Ashanti Suriyam choreographed the tap dance in Harlem Surprise, her evocation of that sector of New York in 1929. There were several surprises. First, the pianist entered carrying a trombone. Formentin, a plain wool poncho in place of her opulent Spanish shawl, rendered with great sincerity a moving spiritual. Suriyam, in a short orange dress, exploded onto the stage, tapping frenetically with Ricercato, Henderson and Pradera playing hand-held percussion including the tambourine. Inviting the (by now mellow) audience to clap along was a risky ploy. Surprise of surprises, the substantial Perrozzi proved to be a light-footed and accomplished tap-dancer as the singer demonstrated her versatility, playing trombone in the exuberant final ensemble.

Torres’ Tientos por Tangos opened the second half. The four dancers wore the long, flounced skirt with train, the bata de cola, so graceful and so fiendish to manage convincingly. Richly embroidered silks enfolded their svelte torsos. Henderson’s beautifully poised head and seemingly boneless arms combined compellingly with the incisiveness of her foot percussion. The dance evolved into a Tangos, the lighter mood embodied in the final turn and sassy flick of their skirts.

A classic flamenco solea followed for guitar and cajon, the simple wooden box capable of so many subtleties of sound while doubling as a seat. Giraldo’s distinguished appearance, his strong fingers plying the guitar strings, brought us a sense of his native Madrid.

Next a song, En el Café de Chinitas, of two brothers vying with each other for courage and skill in the bullfight. There followed the Sevillanas del Siglo XVIII, the regional dance of Seville as performed in the eighteenth century. Accompanied by piano and song and by their castanets, Henderson and Pradera drew on their ballet backgrounds in this energetic version with its high extensions, springs and turns. Dressed in bouffant orange costumes and ballet slippers, they embodied lightness and joy. The pianist set a stinging pace, challenging the dancers’ timeliness towards the end.

The contrasting couple, Neville Cohn and Deanna Blacher, provided an electrifying tribute to Lorca’s friend and colleague the famous dancer La Argentina, with Albeniz’ Cordoba and de Falla’s Andaluza. The pianist, dressed in quiet blacks, facing away from the audience, began the flowing introduction, drawing with apparent ease handfuls of lyrical melody from the piano. With contained dignity, resplendent in Spanish costume, Blacher carefully adjusted her castanets and took up her pose. The authority of her opening dry trill caught the audience mid-sentence. From then, not a sound was heard but the magic of the combination: music distilled from Moorish, Sephardic and gypsy heritage, rendered on these two contrasting instruments with consummate skill and feeling.

It is not possible to play melody on castanets; the right hand is tuned a little higher than the left, that is all. Blacher used graceful sweeping movements of the arms and subtle changes of pose to complement the melody. In doing so, she added a further layer of virtuosity, as the fingers must adjust to the changing orientation of the castanet shells as the arms move.

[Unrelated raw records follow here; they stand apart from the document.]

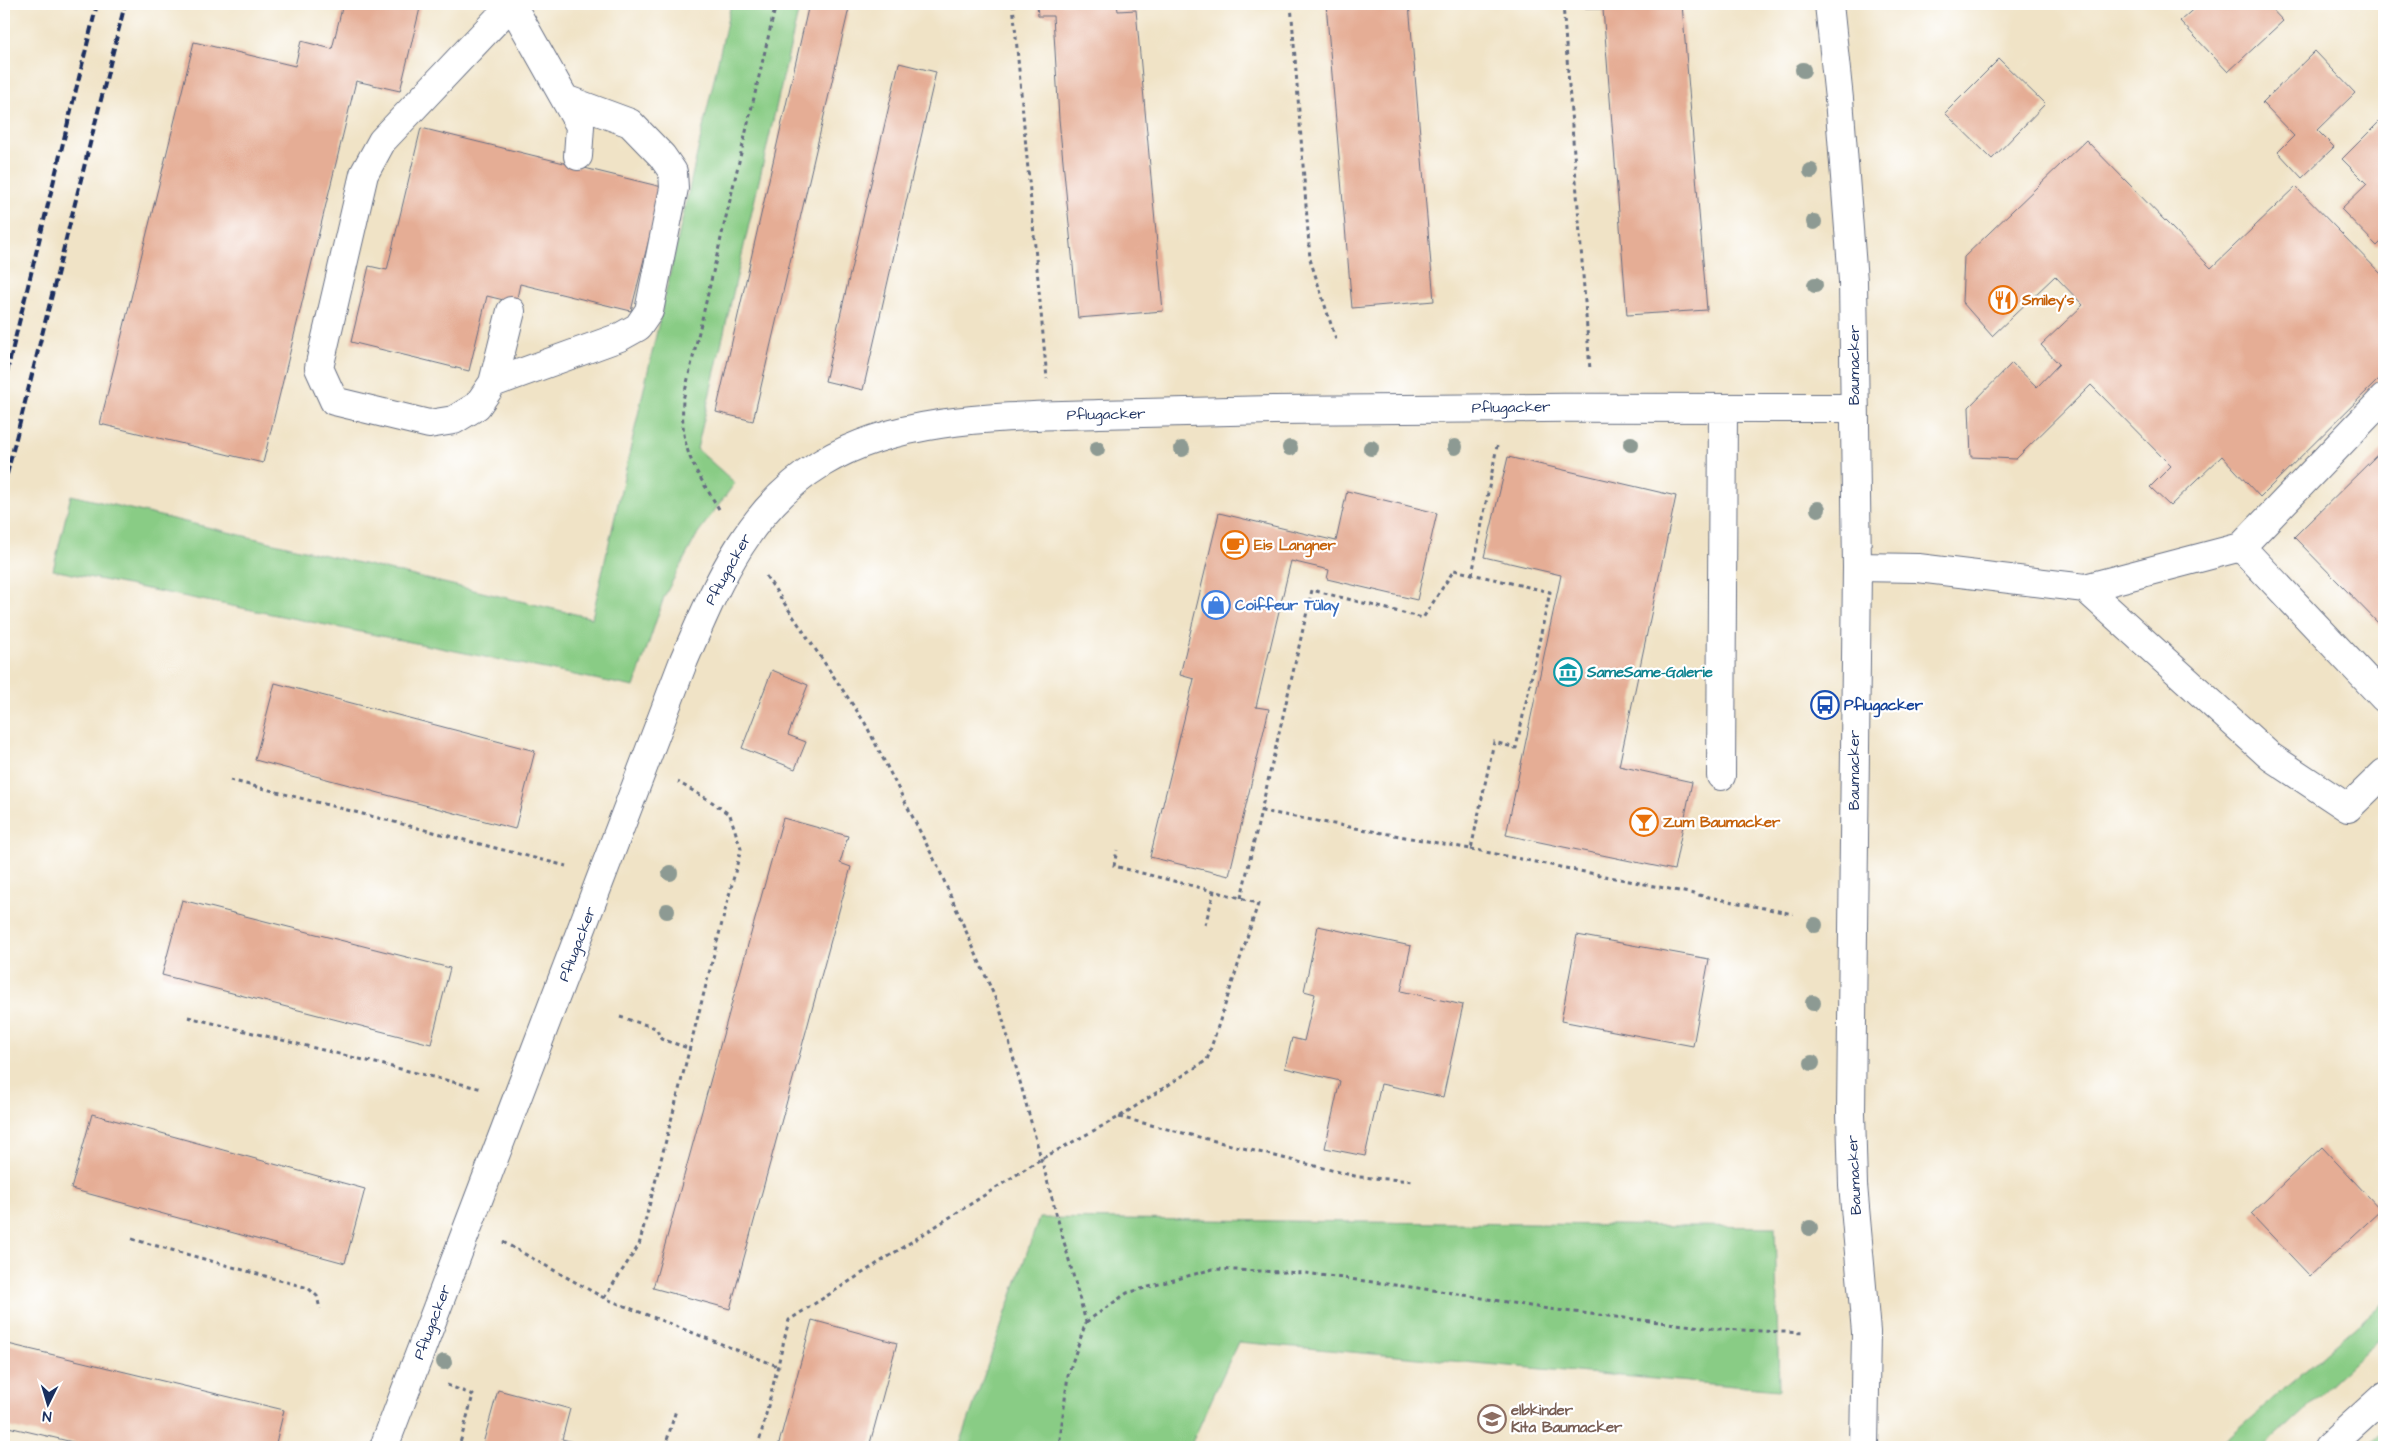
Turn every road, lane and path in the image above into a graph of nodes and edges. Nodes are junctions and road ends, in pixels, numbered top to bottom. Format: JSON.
{"nodes":[{"id":1,"x":512,"y":4,"type":"edge"},
{"id":2,"x":776,"y":4,"type":"edge"},
{"id":3,"x":1013,"y":4,"type":"edge"},
{"id":4,"x":1291,"y":4,"type":"edge"},
{"id":5,"x":1563,"y":4,"type":"edge"},
{"id":6,"x":1829,"y":4,"type":"edge"},
{"id":7,"x":565,"y":99,"type":"junction"},
{"id":8,"x":578,"y":156,"type":"dead end"},
{"id":9,"x":511,"y":310,"type":"dead end"},
{"id":10,"x":1337,"y":343,"type":"dead end"},
{"id":11,"x":1590,"y":380,"type":"dead end"},
{"id":12,"x":493,"y":383,"type":"junction"},
{"id":13,"x":1048,"y":388,"type":"dead end"},
{"id":14,"x":2384,"y":398,"type":"edge"},
{"id":15,"x":1723,"y":408,"type":"junction"},
{"id":16,"x":1854,"y":408,"type":"junction"},
{"id":17,"x":1498,"y":441,"type":"dead end"},
{"id":18,"x":721,"y":512,"type":"dead end"},
{"id":19,"x":2241,"y":547,"type":"junction"},
{"id":20,"x":1857,"y":567,"type":"junction"},
{"id":21,"x":1472,"y":575,"type":"junction"},
{"id":22,"x":765,"y":576,"type":"dead end"},
{"id":23,"x":2085,"y":588,"type":"junction"},
{"id":24,"x":2384,"y":698,"type":"edge"},
{"id":25,"x":2384,"y":773,"type":"edge"},
{"id":26,"x":1722,"y":776,"type":"dead end"},
{"id":27,"x":670,"y":777,"type":"dead end"},
{"id":28,"x":230,"y":780,"type":"dead end"},
{"id":29,"x":1262,"y":811,"type":"junction"},
{"id":30,"x":1471,"y":849,"type":"junction"},
{"id":31,"x":1117,"y":850,"type":"dead end"},
{"id":32,"x":566,"y":866,"type":"dead end"},
{"id":33,"x":1214,"y":892,"type":"junction"},
{"id":34,"x":1241,"y":898,"type":"junction"},
{"id":35,"x":1793,"y":914,"type":"dead end"},
{"id":36,"x":1205,"y":925,"type":"dead end"},
{"id":37,"x":188,"y":1017,"type":"dead end"},
{"id":38,"x":620,"y":1017,"type":"dead end"},
{"id":39,"x":691,"y":1049,"type":"junction"},
{"id":40,"x":491,"y":1091,"type":"dead end"},
{"id":41,"x":1119,"y":1117,"type":"junction"},
{"id":42,"x":1041,"y":1159,"type":"junction"},
{"id":43,"x":1414,"y":1181,"type":"dead end"},
{"id":44,"x":132,"y":1238,"type":"dead end"},
{"id":45,"x":497,"y":1239,"type":"dead end"},
{"id":46,"x":604,"y":1298,"type":"junction"},
{"id":47,"x":320,"y":1309,"type":"dead end"},
{"id":48,"x":1086,"y":1322,"type":"junction"},
{"id":49,"x":1805,"y":1333,"type":"dead end"},
{"id":50,"x":780,"y":1367,"type":"junction"},
{"id":51,"x":441,"y":1383,"type":"dead end"},
{"id":52,"x":2384,"y":1396,"type":"edge"},
{"id":53,"x":676,"y":1410,"type":"dead end"},
{"id":54,"x":4,"y":1446,"type":"edge"},
{"id":55,"x":8,"y":1447,"type":"edge"},
{"id":56,"x":384,"y":1447,"type":"edge"},
{"id":57,"x":459,"y":1447,"type":"edge"},
{"id":58,"x":665,"y":1447,"type":"edge"},
{"id":59,"x":758,"y":1447,"type":"edge"},
{"id":60,"x":1059,"y":1447,"type":"edge"},
{"id":61,"x":1864,"y":1447,"type":"edge"},
{"id":62,"x":2328,"y":1447,"type":"edge"}],
"edges":[{"from":1,"to":7,"type":"street"},
{"from":1,"to":12,"type":"street"},
{"from":2,"to":18,"type":"path"},
{"from":3,"to":13,"type":"path"},
{"from":4,"to":10,"type":"path"},
{"from":5,"to":11,"type":"path"},
{"from":6,"to":16,"type":"street","name":"Baumacker"},
{"from":7,"to":8,"type":"street"},
{"from":7,"to":12,"type":"street"},
{"from":9,"to":12,"type":"street"},
{"from":14,"to":19,"type":"street"},
{"from":15,"to":16,"type":"street","name":"Pflugacker"},
{"from":15,"to":26,"type":"street"},
{"from":15,"to":56,"type":"street","name":"Pflugacker"},
{"from":16,"to":20,"type":"street","name":"Baumacker"},
{"from":17,"to":21,"type":"path"},
{"from":19,"to":23,"type":"street"},
{"from":19,"to":24,"type":"street"},
{"from":20,"to":23,"type":"street"},
{"from":20,"to":61,"type":"street","name":"Baumacker"},
{"from":21,"to":29,"type":"path"},
{"from":21,"to":30,"type":"path"},
{"from":22,"to":42,"type":"path"},
{"from":23,"to":25,"type":"street"},
{"from":27,"to":39,"type":"path"},
{"from":28,"to":32,"type":"path"},
{"from":29,"to":30,"type":"path"},
{"from":29,"to":34,"type":"path"},
{"from":30,"to":35,"type":"path"},
{"from":31,"to":33,"type":"path"},
{"from":33,"to":34,"type":"path"},
{"from":33,"to":36,"type":"path"},
{"from":34,"to":41,"type":"path"},
{"from":37,"to":40,"type":"path"},
{"from":38,"to":39,"type":"path"},
{"from":39,"to":46,"type":"path"},
{"from":41,"to":42,"type":"path"},
{"from":41,"to":43,"type":"path"},
{"from":42,"to":48,"type":"path"},
{"from":42,"to":50,"type":"path"},
{"from":44,"to":47,"type":"path"},
{"from":45,"to":46,"type":"path"},
{"from":46,"to":50,"type":"path"},
{"from":48,"to":49,"type":"path"},
{"from":48,"to":60,"type":"path"},
{"from":50,"to":59,"type":"path"},
{"from":51,"to":57,"type":"path"},
{"from":52,"to":62,"type":"street"},
{"from":53,"to":58,"type":"path"},
{"from":54,"to":55,"type":"path"}]}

In festive floral costumes and flourishing large fringed shawls, the dancers showed their individuality and beauty in Vargas’ Tarantos por Tangos, Henderson opening with a cascade of rapid perfect chaîné turns. Skilful arrangement provided episodes of activity and quiescence rather than a continuous barrage, giving each dancer her moments of prominence.

The traditional bulerias finale in ebullient party mood gave the dancers an opportunity to let their hair down a little with their own improvised solo spots.

Flamenco is an evolving art, capable of a range of expression, from the rawest primitive heartsong to the polished cabaret entertainment seen here. The four young dancers are in command of their technique and stagecraft. They are exploring their individual essence, that which transcends technique. Producer and director Deanna Blacher allowed them a degree of autonomy in this production. Judging by audience response, her confidence was not misplaced.